President's daughter-in-law/campaign adviser says goal 'is to make sure that women out there in this country know that it's okay to support this president'

Published: March 27, 2020 1:39pm

Updated: March 28, 2020 8:08am

With Joe Biden seeming certain to be the Democrats’ presidential nominee, the Trump campaign is looking forward to unveiling a great secret weapon to defeat him, and the best part is, they don’t even have to do anything. 

Their secret weapon? Joe Biden himself. 

“I don’t even know if we have to do much, Joe’s doing it himself in many cases,” Lara Trump told Just the News in a podcast interview on The Pod’s Honest Truth with David Brody.

Lara, a senior advisor to President Trump’s 2020 re-election effort, didn’t mince words: “I think a lot of people wonder, cognitively is Joe Biden okay? And we question that every time we see him take the stage.” 

It is no secret that Joe Biden’s career has been filled with gaffes. Before running for president in December 2018, Biden even admitted, "I am a gaffe machine.” But during his run for the presidency, at the age of 77, the gaffes have now become commonplace. Even liberal late night talk show Stephen Colbert asked him point blank in a mocking tone, “Are you going nuts?” 

This talk of Biden’s mental health has clearly given the Trump campaign another layer of strategy in their path to victory in the 2020 presidential election. A few weeks ago, another Trump campaign advisor, Mercedes Schlapp, alluded to Biden’s mental health on The Pod’s Honest Truth. “There are issues there, whether he is fit to be President of the United States,” said Schlapp.

Now, this week, the president’s daughter-in-law is hammering the same theme even more bluntly. “It’s not lost on many people in this country that Joe Biden probably is not as sharp as he used to be, if you can even call him sharp at all,” snarked Lara.

Before that fall matchup up solidifies, the more pressing issue for the Trump campaign is how to keep momentum as the coronavirus rages on and leaves President Trump without his most valuable asset: the humongous rallies. 

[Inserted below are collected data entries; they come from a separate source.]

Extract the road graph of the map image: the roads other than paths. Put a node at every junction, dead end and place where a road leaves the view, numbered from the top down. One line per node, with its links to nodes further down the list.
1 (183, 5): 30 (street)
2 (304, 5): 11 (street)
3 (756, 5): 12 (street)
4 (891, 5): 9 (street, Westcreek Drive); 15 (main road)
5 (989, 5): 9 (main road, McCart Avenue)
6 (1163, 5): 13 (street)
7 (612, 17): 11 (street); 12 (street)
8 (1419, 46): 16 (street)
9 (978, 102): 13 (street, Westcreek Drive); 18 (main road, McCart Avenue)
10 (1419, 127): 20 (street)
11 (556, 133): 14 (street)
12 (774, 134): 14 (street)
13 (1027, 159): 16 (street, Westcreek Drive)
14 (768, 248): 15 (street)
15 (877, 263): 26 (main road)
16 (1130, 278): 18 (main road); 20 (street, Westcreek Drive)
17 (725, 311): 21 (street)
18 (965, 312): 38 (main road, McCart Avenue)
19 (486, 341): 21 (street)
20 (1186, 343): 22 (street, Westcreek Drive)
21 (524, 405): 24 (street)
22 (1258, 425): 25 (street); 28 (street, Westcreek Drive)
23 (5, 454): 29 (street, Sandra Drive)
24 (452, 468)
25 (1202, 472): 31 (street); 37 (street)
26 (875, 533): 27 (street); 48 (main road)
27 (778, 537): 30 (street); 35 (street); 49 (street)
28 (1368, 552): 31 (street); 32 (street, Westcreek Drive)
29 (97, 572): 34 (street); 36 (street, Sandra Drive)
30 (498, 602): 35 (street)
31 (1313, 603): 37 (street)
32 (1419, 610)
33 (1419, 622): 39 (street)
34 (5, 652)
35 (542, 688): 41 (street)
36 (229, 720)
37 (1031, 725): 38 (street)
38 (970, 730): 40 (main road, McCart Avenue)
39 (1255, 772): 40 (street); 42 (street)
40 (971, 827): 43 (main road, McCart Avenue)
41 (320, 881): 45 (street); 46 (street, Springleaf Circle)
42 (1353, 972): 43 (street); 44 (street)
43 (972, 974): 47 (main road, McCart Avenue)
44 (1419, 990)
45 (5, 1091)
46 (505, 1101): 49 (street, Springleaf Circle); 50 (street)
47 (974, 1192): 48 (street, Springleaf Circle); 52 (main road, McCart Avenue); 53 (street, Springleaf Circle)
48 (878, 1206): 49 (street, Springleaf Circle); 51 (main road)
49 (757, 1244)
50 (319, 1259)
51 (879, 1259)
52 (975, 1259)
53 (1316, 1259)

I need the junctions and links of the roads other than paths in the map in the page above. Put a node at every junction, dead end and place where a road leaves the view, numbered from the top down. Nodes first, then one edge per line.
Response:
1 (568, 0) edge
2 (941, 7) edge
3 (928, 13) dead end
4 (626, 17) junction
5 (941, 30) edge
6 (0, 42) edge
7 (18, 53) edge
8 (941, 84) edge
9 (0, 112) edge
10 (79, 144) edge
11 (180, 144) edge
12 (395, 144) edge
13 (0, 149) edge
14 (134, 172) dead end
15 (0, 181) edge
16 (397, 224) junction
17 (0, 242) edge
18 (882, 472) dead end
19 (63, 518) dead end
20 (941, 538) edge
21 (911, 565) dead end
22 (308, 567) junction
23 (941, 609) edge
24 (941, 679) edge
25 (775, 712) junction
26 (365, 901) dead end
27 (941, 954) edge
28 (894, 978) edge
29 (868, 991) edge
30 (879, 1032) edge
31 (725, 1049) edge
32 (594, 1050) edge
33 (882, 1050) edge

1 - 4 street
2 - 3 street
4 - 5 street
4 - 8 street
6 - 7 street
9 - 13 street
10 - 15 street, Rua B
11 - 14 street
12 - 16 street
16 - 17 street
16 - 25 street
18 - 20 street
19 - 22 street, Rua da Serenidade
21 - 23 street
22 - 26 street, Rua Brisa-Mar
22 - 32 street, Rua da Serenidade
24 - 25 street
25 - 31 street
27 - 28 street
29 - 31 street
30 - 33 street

“It has been challenging,” Lara Trump admits. “We certainly do miss getting all the great information that we do gain from the rallies.” The data they collect from those who attend rallies shows that 20%-30% of the attendees are registered Democrats, and almost 20% didn’t vote in 2016, she told Just the News.

Another challenge for the campaign is making sure suburban women show up and vote for Trump. In 2016, he lost the female vote by 13%, and since then, most polls haven’t seen too much growth in that area. 

The persisting gender gap has created a daunting mainstream media narrative that the Trump campaign says they are determined to overcome. They’ve employed Women For Trump bus tours, and just this past week they held a Women for Trump virtual town hall.

The campaign is quick to point out that while in 2016 only about a quarter of their donations came from women, in the last two years donations from women have risen to make up half of the grand total. “Our goal with our Women for Trump coalition and all of these events we host is to make sure that women out there in this country know that it's okay to support this president,” Lara said.

Recently, there’s been some encouraging news on that front. A new Pew Research poll shows Trump’s approval number among women has risen by 7% since January to 44%. Lara thinks the president’s numbers among women would be even higher if many of them would be bolder in showing their public support. 

“I think women are made to feel like they shouldn't do that,” she says. “So they're not posting on social media, maybe they're not talking to their friends.”

For now, the president’s daughter-in-law will try and fight the good campaign fight from her home in New York. The coronavirus pandemic has rendered everyone relatively stationary, and the Trump campaign offices are shut down, but she still gets work done from home, even with two small children at home, along with husband Eric and yes, her beloved dog Charlie. 

“We've been doing things virtually,” she said. Noting that “people are still able to make calls, she warned: “We know you are home out there, so you better answer your phone when the Trump campaign calls.”